**What you are asked to do**. Check each line of the material below for "Devlet", then copy the ones that contain it.

────────────────────────────────────────

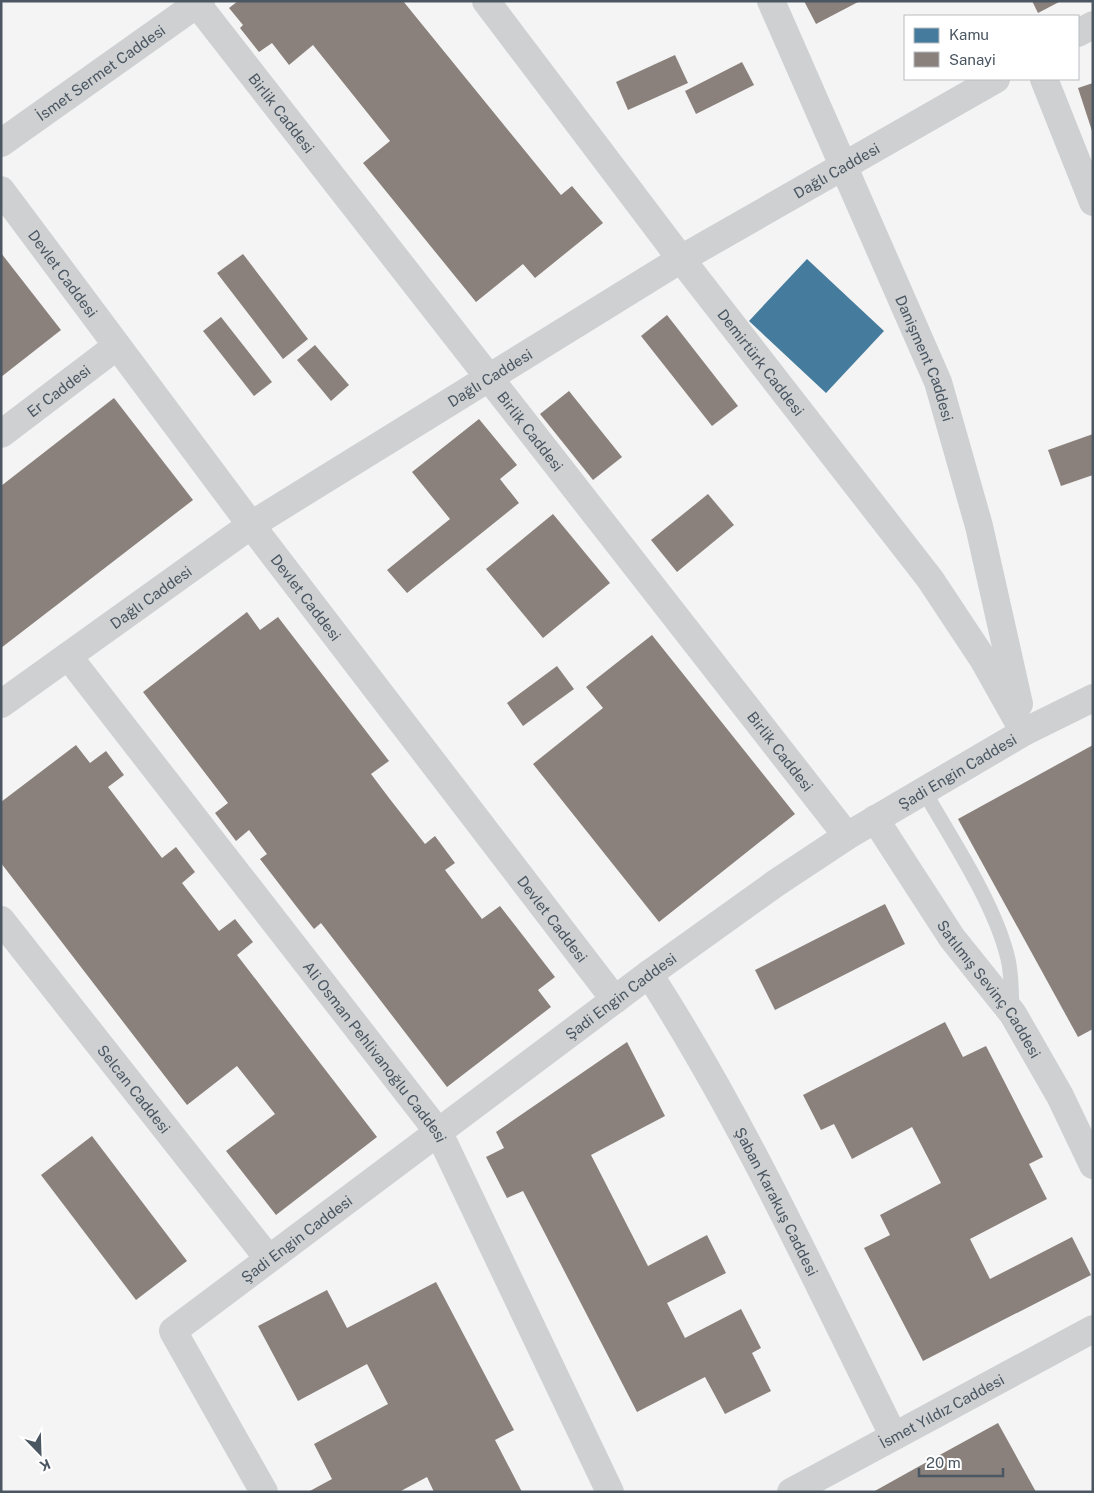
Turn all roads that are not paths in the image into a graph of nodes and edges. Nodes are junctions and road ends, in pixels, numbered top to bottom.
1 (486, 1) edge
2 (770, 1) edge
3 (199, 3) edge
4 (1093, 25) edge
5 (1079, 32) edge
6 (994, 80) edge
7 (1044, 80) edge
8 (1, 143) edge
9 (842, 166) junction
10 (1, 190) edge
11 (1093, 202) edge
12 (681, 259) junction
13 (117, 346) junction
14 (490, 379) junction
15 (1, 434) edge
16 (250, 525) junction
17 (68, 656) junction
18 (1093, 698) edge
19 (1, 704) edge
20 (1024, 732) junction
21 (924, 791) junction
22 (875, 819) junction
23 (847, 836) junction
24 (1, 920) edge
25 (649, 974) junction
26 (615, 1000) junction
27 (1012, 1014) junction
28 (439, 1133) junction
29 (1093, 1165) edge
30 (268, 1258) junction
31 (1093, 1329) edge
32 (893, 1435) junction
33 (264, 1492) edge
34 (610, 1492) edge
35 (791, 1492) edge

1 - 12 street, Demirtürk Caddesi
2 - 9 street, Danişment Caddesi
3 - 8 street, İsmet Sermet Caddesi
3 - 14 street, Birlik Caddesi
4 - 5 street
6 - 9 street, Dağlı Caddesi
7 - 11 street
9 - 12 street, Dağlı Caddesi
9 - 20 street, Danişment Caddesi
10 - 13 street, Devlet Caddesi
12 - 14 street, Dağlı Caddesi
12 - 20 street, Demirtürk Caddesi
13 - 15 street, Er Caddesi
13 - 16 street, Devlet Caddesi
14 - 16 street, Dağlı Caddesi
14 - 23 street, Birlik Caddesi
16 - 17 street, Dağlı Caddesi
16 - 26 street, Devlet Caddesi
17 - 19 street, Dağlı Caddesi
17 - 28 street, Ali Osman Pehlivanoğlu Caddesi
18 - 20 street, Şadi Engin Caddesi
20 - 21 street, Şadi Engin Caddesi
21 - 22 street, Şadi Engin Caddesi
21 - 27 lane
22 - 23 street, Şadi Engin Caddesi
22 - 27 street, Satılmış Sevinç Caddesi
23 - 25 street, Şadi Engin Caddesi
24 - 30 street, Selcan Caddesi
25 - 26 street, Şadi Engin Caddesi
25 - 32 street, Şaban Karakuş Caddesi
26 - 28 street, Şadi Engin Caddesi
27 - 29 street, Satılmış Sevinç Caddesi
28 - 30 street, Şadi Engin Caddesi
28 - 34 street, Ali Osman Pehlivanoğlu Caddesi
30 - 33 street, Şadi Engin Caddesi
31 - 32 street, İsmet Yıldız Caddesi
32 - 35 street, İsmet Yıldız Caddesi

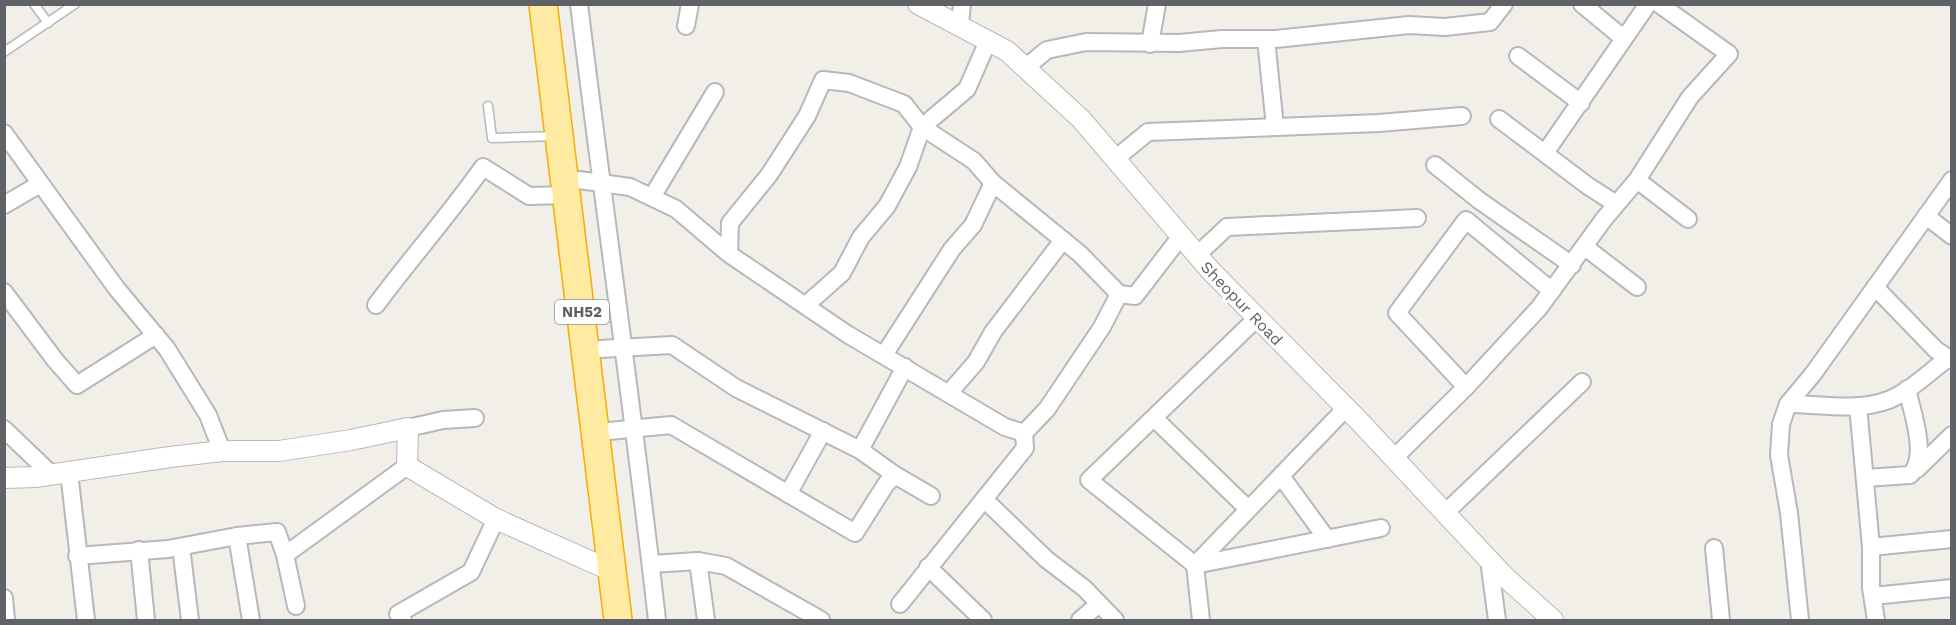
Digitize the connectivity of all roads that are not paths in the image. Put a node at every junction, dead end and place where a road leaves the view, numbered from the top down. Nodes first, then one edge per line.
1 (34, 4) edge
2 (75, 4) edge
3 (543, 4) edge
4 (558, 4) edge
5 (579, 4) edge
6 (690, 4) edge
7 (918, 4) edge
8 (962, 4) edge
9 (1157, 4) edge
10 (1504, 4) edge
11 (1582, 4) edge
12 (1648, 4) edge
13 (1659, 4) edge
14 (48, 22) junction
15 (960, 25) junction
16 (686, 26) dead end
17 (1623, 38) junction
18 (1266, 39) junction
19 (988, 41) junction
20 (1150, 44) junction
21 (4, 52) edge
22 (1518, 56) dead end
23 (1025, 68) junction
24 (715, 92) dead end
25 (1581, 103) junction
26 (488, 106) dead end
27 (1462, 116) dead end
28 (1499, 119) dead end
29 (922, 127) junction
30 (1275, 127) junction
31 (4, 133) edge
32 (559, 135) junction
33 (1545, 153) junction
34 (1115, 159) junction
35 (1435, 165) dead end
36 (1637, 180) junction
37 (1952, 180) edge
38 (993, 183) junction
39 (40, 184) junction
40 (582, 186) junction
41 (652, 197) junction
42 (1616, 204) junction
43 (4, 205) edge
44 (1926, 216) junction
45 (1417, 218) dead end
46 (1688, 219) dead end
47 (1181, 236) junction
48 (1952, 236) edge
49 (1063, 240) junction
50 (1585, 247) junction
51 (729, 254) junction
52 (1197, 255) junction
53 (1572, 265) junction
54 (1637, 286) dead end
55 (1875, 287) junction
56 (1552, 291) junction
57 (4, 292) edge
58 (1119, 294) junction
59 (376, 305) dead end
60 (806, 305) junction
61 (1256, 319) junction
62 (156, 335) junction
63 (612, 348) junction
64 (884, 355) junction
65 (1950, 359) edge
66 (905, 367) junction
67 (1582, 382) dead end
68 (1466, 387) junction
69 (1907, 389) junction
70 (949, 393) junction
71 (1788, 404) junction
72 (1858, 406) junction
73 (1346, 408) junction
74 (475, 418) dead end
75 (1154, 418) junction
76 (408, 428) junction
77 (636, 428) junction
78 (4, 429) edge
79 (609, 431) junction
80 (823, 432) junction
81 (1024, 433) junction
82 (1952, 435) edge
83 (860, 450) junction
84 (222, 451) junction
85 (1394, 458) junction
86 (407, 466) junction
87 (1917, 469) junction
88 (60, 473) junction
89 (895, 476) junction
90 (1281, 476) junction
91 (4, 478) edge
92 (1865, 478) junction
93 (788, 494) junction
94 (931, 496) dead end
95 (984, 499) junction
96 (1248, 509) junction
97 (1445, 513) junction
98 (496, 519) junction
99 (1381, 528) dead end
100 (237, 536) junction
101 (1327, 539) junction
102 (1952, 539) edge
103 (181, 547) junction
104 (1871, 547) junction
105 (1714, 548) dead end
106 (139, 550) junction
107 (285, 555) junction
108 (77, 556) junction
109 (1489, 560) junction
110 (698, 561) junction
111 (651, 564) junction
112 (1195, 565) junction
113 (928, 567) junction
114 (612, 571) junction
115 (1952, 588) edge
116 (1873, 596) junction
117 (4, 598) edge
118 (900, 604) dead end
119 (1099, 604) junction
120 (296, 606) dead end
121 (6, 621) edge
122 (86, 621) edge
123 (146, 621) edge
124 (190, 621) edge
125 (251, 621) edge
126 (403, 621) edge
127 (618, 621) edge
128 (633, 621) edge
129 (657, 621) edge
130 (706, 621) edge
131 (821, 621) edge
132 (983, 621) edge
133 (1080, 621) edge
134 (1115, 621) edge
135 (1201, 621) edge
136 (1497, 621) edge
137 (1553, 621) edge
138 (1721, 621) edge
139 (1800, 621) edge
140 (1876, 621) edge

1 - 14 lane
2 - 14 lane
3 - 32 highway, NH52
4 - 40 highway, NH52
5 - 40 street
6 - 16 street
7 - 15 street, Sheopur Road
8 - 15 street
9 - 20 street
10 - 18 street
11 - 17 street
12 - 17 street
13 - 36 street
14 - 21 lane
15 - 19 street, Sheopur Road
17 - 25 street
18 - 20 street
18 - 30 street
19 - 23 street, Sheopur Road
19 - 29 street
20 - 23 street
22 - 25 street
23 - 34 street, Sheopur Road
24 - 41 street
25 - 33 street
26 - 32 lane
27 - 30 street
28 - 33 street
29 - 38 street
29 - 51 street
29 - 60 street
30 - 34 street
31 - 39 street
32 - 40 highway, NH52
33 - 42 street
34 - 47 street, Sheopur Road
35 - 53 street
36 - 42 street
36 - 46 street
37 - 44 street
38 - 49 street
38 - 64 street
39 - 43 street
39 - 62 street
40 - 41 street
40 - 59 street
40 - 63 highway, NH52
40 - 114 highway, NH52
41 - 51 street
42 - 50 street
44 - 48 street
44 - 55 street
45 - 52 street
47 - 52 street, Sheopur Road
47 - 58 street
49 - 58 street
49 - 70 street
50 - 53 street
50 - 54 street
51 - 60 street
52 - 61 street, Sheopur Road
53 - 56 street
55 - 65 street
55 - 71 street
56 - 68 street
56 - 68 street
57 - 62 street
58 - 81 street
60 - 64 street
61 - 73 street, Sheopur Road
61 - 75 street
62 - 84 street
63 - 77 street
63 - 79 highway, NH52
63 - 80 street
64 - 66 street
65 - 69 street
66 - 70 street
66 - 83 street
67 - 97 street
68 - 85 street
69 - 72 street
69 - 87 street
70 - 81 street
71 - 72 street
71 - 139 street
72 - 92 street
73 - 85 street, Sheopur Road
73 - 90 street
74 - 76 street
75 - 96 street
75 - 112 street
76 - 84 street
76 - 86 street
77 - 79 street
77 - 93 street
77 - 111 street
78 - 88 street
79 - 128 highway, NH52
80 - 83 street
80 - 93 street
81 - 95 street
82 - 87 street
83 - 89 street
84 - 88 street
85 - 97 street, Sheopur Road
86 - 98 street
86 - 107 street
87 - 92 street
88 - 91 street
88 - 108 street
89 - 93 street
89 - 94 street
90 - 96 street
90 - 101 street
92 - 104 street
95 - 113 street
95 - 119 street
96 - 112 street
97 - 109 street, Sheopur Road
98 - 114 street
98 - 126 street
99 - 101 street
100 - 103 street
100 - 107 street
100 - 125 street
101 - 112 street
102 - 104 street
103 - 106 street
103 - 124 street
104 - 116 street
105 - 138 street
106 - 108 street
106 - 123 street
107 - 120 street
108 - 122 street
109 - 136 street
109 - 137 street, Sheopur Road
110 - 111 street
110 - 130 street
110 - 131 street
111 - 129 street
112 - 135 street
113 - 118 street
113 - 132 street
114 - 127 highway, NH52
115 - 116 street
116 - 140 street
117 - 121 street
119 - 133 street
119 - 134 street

────────────────────────────────────────

**Task response**.
10 - 13 street, Devlet Caddesi
13 - 16 street, Devlet Caddesi
16 - 26 street, Devlet Caddesi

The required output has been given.